* _Problem_
Only the pictures should be dropped; copy the rest of the entries exactly.

* _Record extracts_
=== Begin Enclosure ===
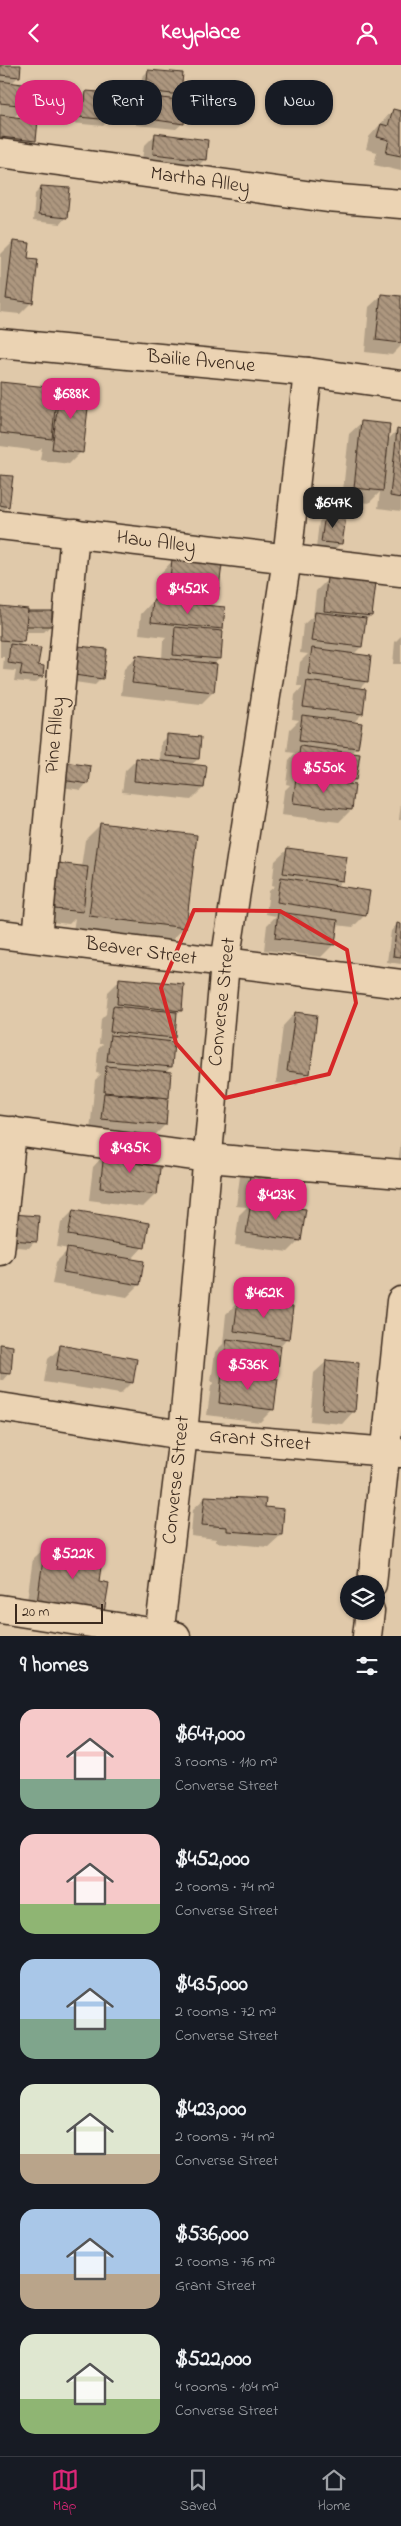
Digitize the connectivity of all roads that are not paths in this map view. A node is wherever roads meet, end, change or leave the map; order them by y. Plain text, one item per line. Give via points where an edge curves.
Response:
1 (0, 153) edge
2 (401, 204) edge
3 (0, 343) edge
4 (308, 372) junction
5 (401, 385) edge
6 (0, 525) edge
7 (75, 533) junction
8 (287, 559) junction
9 (401, 572) edge
10 (0, 934) edge
11 (37, 938) junction
12 (225, 963) junction
13 (401, 984) edge
14 (6, 1131) edge
15 (208, 1158) junction
16 (401, 1174) edge
17 (0, 1251) edge
18 (401, 1301) edge
19 (0, 1407) edge
20 (183, 1435) junction
21 (393, 1452) edge
22 (373, 1575) edge
23 (0, 1609) edge
24 (369, 1620) edge
25 (165, 1635) edge
26 (367, 1636) edge

1 - 2 street, Martha Alley via 328,198
3 - 4 street, Bailie Avenue
4 - 5 street, Bailie Avenue
4 - 8 street, Converse Street
6 - 7 street, Haw Alley
7 - 8 street, Haw Alley
7 - 11 street, Pine Alley
8 - 9 street, Haw Alley
8 - 12 street, Converse Street
10 - 11 street, Beaver Street
11 - 12 street, Beaver Street
12 - 13 street, Beaver Street
12 - 15 street, Converse Street
14 - 15 street
14 - 17 street
15 - 16 street
15 - 20 street, Converse Street
18 - 21 street
19 - 20 street, Grant Street
20 - 21 street, Grant Street
20 - 25 street, Converse Street
21 - 22 street
23 - 25 street
24 - 26 street

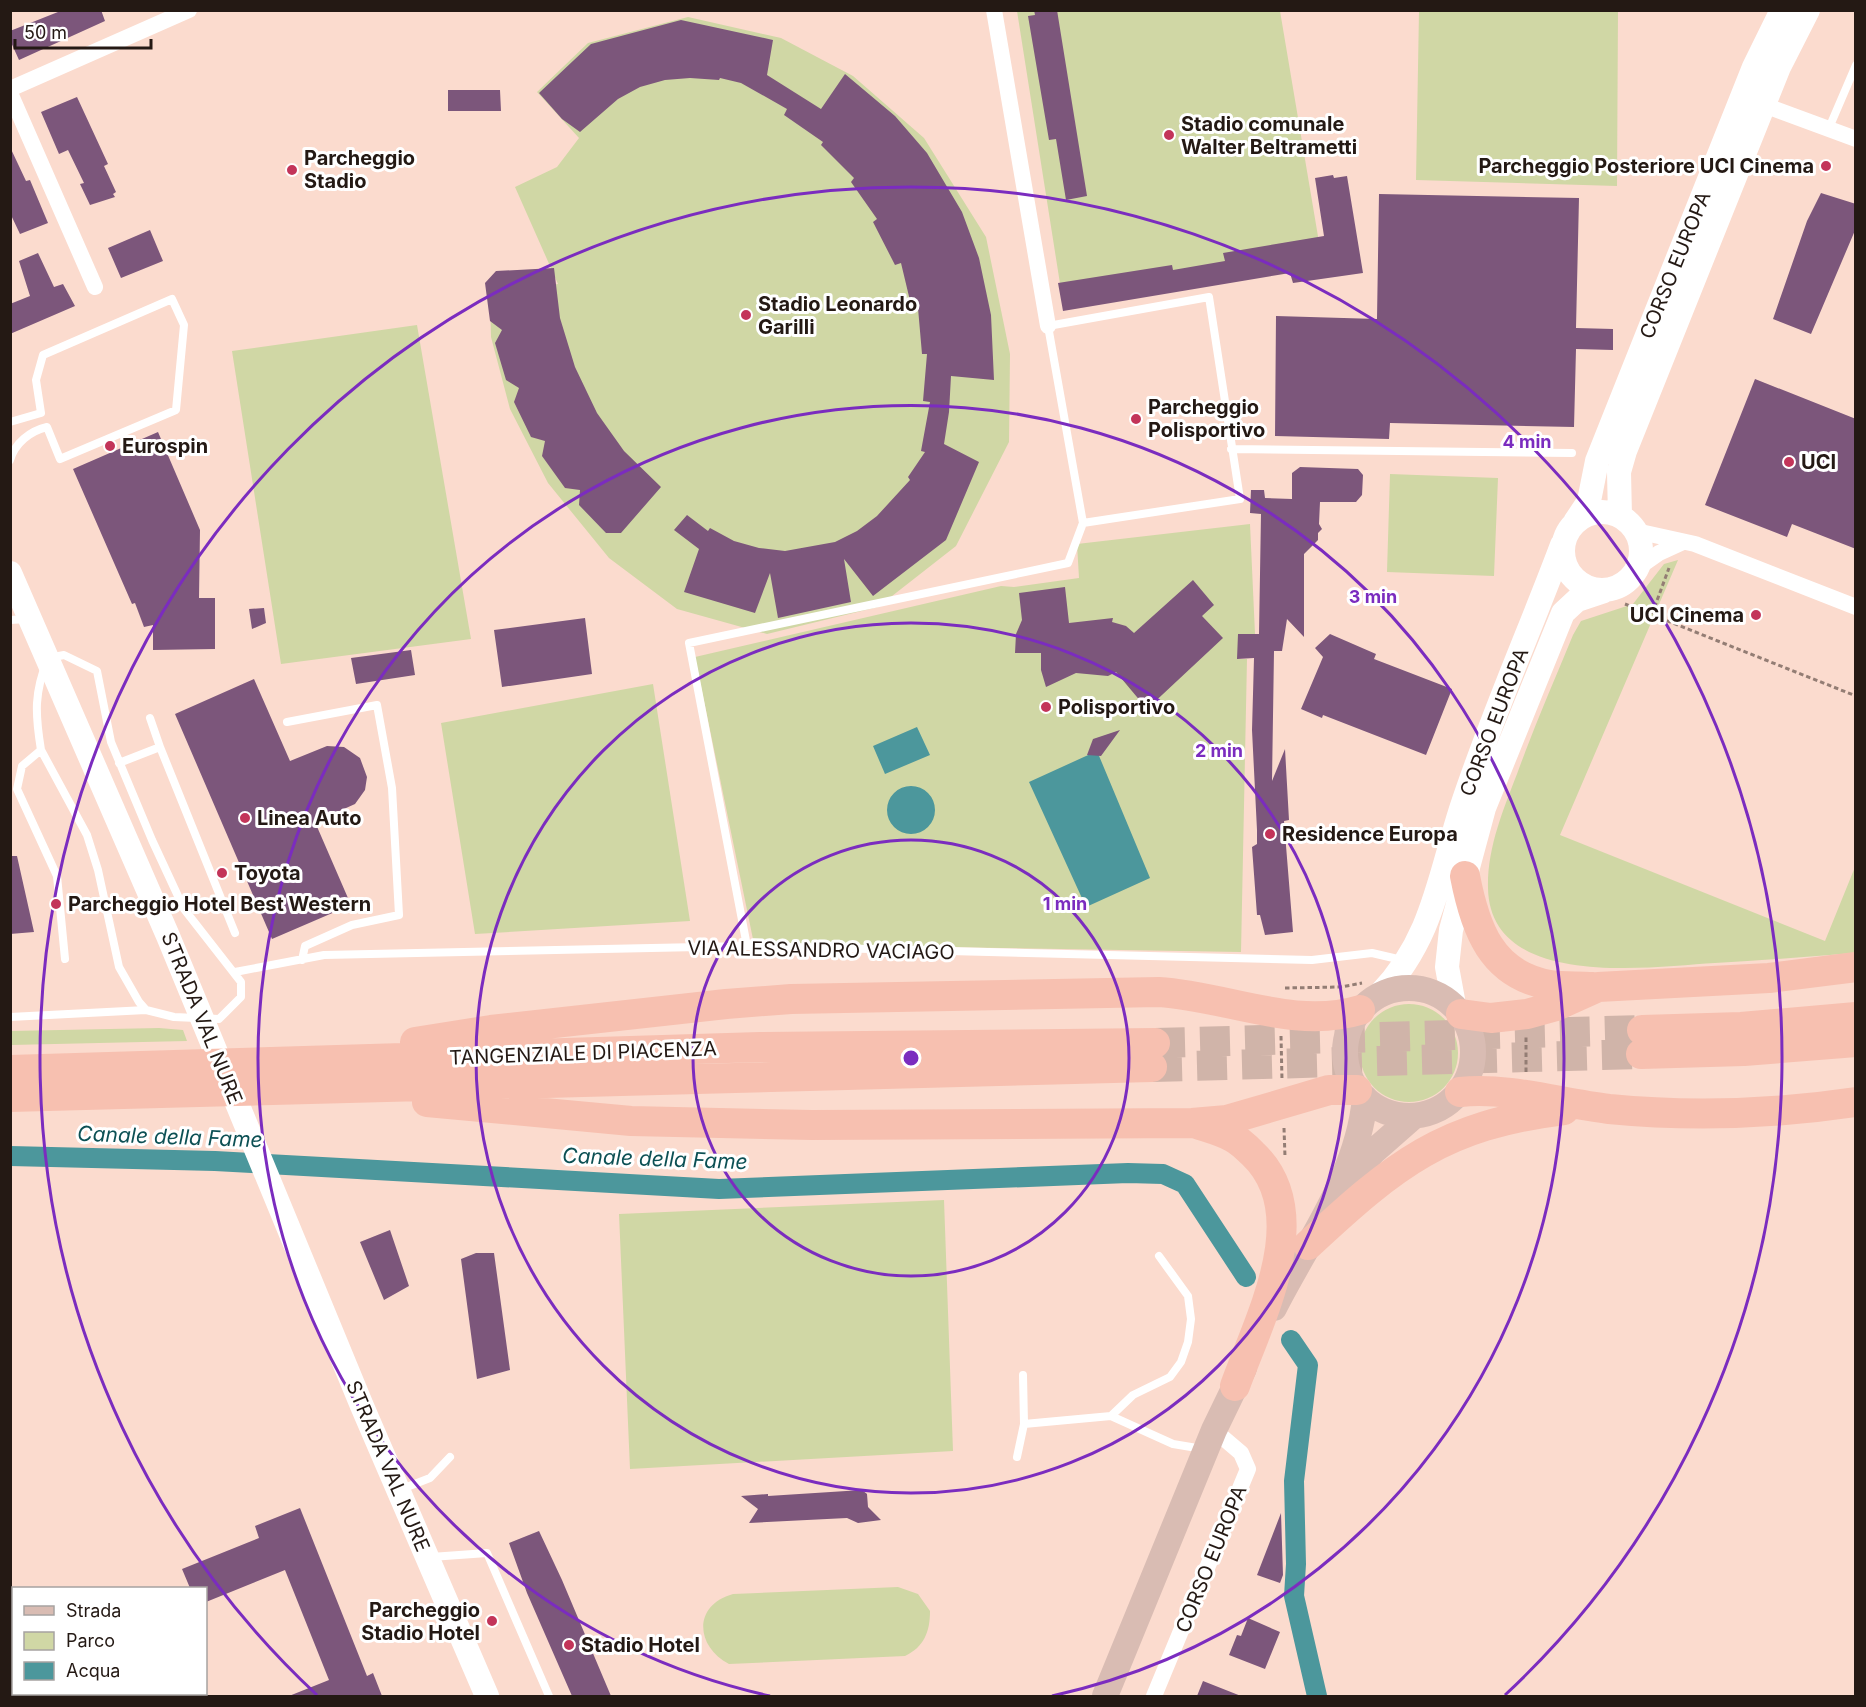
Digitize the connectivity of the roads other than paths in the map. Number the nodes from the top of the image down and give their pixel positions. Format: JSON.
=== End Enclosure ===
* _Task response_
Digitize the connectivity of all roads that are not paths in this map view. A node is wherever roads meet, end, change or leave the map; order them by y. Plain text, one item per line. Give via points where an edge curves.
Response:
1 (0, 153) edge
2 (401, 204) edge
3 (0, 343) edge
4 (308, 372) junction
5 (401, 385) edge
6 (0, 525) edge
7 (75, 533) junction
8 (287, 559) junction
9 (401, 572) edge
10 (0, 934) edge
11 (37, 938) junction
12 (225, 963) junction
13 (401, 984) edge
14 (6, 1131) edge
15 (208, 1158) junction
16 (401, 1174) edge
17 (0, 1251) edge
18 (401, 1301) edge
19 (0, 1407) edge
20 (183, 1435) junction
21 (393, 1452) edge
22 (373, 1575) edge
23 (0, 1609) edge
24 (369, 1620) edge
25 (165, 1635) edge
26 (367, 1636) edge

1 - 2 street, Martha Alley via 328,198
3 - 4 street, Bailie Avenue
4 - 5 street, Bailie Avenue
4 - 8 street, Converse Street
6 - 7 street, Haw Alley
7 - 8 street, Haw Alley
7 - 11 street, Pine Alley
8 - 9 street, Haw Alley
8 - 12 street, Converse Street
10 - 11 street, Beaver Street
11 - 12 street, Beaver Street
12 - 13 street, Beaver Street
12 - 15 street, Converse Street
14 - 15 street
14 - 17 street
15 - 16 street
15 - 20 street, Converse Street
18 - 21 street
19 - 20 street, Grant Street
20 - 21 street, Grant Street
20 - 25 street, Converse Street
21 - 22 street
23 - 25 street
24 - 26 street

Digitize the connectivity of the roads other than paths in the map. Number the nodes from the top of the image down and give their pixel positions. Format: JSON.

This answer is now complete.